いつも通りの朝。澪は源信に連れられて出仕する。
 彼女は一睡もしていなかった。北狄から感じた濃厚な血の臭いが頭か離れず、恐怖し、落ち着くことも出来なかった。ただただ漣を抱き締めて部屋の隅でうずくまっていた。

 源信も、身体のことを気遣いながらも無理に寝かしつけるようなことはしなかった。疲れているだろうに、澪と同様に起きて夜を明かした。
 一睡もせずにそのまま出仕した源信も漣も、昨夜の疲労感は全く表に出してはいなかった。

 けれども仕事人達には源信と澪、そして漣の様子は分かったようで。席について早々、口々に大丈夫かと問われた。
 それらに微笑んで応じた源信は、ずっと黙りの澪を見下ろして苦笑を浮かべて見せた。

 何となくだが、源信は澪に様子に違和感を感じていた。朝からずっと一言も話さないのだ。何を問うても、何を話しても、全てに無反応。漣に抱きついて怯えていた夜の様子とは打って変わって、無機質な岩のようになってしまっていた。
 まるで、今の澪が常なる澪でないような――――。


「源信?」

「……いえ、何でもありません」


 怪訝そうな和泉に、源信は首を横に振る。きっと、昨日の衝撃がまだ残っているだけなのだと自身に言い聞かせ、違和感を無理矢理に打ち消した。


「そう。それじゃあライコウ、説明を頼めるかい?」


 ライコウは頷き、一歩前に出る。
 そして常の通り、本日の仕事を三つ、説明しようと口を開いた。


「依頼の内容を説明する。今回も澪と参号殿は、好きな依頼を選んでくれ」

「……」

「あっ、はい、わかりました」


 澪は何も言わずに小さく頷いた。
 それに、ライコウ達も怪訝に思う。だが、説いたげな視線を澪に向けるだけで、そのまま説明に戻った。


「では、ひとつ目の依頼だが、これは晴明に……」


 そこで、晴明が待ったをかける。目を細めて澪を一瞥し、


「私は別に調べたい場所がある。そこへは澪と漣も連れて行く。急ぎの仕事ならば、こいつにやらせろ」


 開いた扇で彩雪を示し、ぞんざいに言い放つ。

 彩雪は呆れとも怒りとも諦めとも取れる筆舌に尽くしがたい複雑な表情をして肩を落とした。げんなりとした彼女に、和泉は苦笑を浮かべた。

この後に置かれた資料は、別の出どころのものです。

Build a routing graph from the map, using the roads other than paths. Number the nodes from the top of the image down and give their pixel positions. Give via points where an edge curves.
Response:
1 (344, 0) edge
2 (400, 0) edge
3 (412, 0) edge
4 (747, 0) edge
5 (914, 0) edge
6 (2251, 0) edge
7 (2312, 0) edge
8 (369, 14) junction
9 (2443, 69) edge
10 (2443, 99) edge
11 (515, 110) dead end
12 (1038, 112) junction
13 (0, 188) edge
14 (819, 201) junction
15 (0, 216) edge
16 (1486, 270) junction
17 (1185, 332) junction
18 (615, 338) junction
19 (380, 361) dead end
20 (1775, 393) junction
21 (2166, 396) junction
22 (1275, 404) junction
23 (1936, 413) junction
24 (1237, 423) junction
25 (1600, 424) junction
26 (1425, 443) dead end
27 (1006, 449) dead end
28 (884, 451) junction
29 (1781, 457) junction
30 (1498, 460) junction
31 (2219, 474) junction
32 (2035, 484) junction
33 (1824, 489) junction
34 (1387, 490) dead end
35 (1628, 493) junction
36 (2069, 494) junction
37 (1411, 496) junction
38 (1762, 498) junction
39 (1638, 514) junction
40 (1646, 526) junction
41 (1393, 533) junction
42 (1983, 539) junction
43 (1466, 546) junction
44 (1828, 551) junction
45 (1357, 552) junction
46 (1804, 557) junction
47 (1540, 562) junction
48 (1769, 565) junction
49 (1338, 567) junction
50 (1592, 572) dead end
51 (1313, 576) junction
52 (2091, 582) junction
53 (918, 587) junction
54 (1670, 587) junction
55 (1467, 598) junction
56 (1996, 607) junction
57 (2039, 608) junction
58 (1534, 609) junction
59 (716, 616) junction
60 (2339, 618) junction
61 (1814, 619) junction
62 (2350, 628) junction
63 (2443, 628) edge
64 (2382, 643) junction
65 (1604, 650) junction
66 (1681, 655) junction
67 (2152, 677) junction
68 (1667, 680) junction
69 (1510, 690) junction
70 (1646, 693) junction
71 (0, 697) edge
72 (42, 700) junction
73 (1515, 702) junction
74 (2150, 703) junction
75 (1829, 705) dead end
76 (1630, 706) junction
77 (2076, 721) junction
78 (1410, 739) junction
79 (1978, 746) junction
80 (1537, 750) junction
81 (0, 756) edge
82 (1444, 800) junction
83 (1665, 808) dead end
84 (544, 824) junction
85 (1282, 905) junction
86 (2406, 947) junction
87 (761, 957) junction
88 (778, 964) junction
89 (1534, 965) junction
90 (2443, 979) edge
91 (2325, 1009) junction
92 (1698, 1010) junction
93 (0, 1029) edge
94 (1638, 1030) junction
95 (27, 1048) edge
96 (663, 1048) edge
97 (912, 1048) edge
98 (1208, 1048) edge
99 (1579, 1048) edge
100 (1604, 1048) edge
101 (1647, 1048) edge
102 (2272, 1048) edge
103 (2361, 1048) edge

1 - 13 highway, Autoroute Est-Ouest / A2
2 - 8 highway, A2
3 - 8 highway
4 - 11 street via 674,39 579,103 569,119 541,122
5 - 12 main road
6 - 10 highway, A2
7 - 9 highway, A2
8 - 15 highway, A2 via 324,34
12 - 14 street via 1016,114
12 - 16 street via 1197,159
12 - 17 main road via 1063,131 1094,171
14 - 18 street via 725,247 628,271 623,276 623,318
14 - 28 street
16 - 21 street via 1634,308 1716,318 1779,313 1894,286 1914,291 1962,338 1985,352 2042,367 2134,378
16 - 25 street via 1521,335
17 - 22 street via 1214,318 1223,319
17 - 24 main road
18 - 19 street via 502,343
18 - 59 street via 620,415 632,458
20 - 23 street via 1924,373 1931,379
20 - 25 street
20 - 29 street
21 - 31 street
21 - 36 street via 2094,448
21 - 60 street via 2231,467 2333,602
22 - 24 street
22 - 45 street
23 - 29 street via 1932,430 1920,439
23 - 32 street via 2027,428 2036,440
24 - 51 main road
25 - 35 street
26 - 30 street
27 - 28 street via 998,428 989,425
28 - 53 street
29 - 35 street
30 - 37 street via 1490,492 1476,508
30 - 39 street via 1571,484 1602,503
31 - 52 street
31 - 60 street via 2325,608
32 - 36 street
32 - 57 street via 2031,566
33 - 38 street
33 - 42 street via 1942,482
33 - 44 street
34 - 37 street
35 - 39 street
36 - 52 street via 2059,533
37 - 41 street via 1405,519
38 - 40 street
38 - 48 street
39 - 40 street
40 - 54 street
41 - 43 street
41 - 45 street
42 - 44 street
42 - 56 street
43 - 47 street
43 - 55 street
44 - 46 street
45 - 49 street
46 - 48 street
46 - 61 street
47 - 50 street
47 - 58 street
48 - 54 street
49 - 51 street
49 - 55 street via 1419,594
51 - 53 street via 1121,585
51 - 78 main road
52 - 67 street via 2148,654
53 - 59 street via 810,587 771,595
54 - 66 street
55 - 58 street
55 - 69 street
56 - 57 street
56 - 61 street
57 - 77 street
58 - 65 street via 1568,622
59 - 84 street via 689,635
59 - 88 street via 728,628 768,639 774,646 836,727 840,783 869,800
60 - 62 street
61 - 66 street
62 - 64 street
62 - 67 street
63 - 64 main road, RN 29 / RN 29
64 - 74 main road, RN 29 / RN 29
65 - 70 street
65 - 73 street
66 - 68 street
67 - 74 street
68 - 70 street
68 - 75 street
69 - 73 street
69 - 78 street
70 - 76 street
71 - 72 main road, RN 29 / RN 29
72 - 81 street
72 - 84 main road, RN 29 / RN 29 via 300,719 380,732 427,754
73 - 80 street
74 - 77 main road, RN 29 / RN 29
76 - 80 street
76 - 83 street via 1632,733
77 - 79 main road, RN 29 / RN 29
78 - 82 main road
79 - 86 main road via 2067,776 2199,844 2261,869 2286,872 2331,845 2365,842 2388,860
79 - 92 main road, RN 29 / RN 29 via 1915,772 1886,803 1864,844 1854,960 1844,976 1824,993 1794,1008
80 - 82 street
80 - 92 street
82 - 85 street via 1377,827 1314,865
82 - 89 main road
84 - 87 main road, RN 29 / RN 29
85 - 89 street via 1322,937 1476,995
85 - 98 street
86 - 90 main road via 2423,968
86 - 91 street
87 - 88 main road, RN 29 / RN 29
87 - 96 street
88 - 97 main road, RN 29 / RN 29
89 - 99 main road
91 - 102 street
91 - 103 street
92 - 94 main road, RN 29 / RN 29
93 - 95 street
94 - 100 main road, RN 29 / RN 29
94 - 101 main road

「んー、別に急ぎの仕事ってわけじゃないから、何かあるなら晴明は好きにしてくれて構わないよ。さすがに、晴明の仕事を参号一人に任せるわけにはいかないからね。また別の機会に頼むことにするよ」


 また、彩雪が僅かに肩を落とす。けれども気を取り直して背筋を伸ばした。


「ところで晴明、好きにしていいけど、調べたい場所ってどこなんだい?」

「六道珍皇寺(ろくどうちんのうじ)だ」


 六道珍皇寺とは。
 開基については諸説あるが、臨済宗健仁寺派の寺院であり、薬師如来を本尊とする。
 当時平安京の火葬場であった場所の入り口付近に位置していた為に、現世と他界の境にあると思われ六道の辻と呼ばれていた。
 『六道さん』と呼ばれる六道珍皇寺の閻魔堂には、かつて嵯峨の福生寺、そしてこの寺院それぞれの井戸から地獄に下っては閻魔の補佐を務めたという小野篁(おののたかむら)が制作したと思われる閻魔大王と自らの木造が安置されている。
 冥界と縁深いその寺に、彼は何を調べに行くというのか。そして何故、澪を連れて行くつもりなのか。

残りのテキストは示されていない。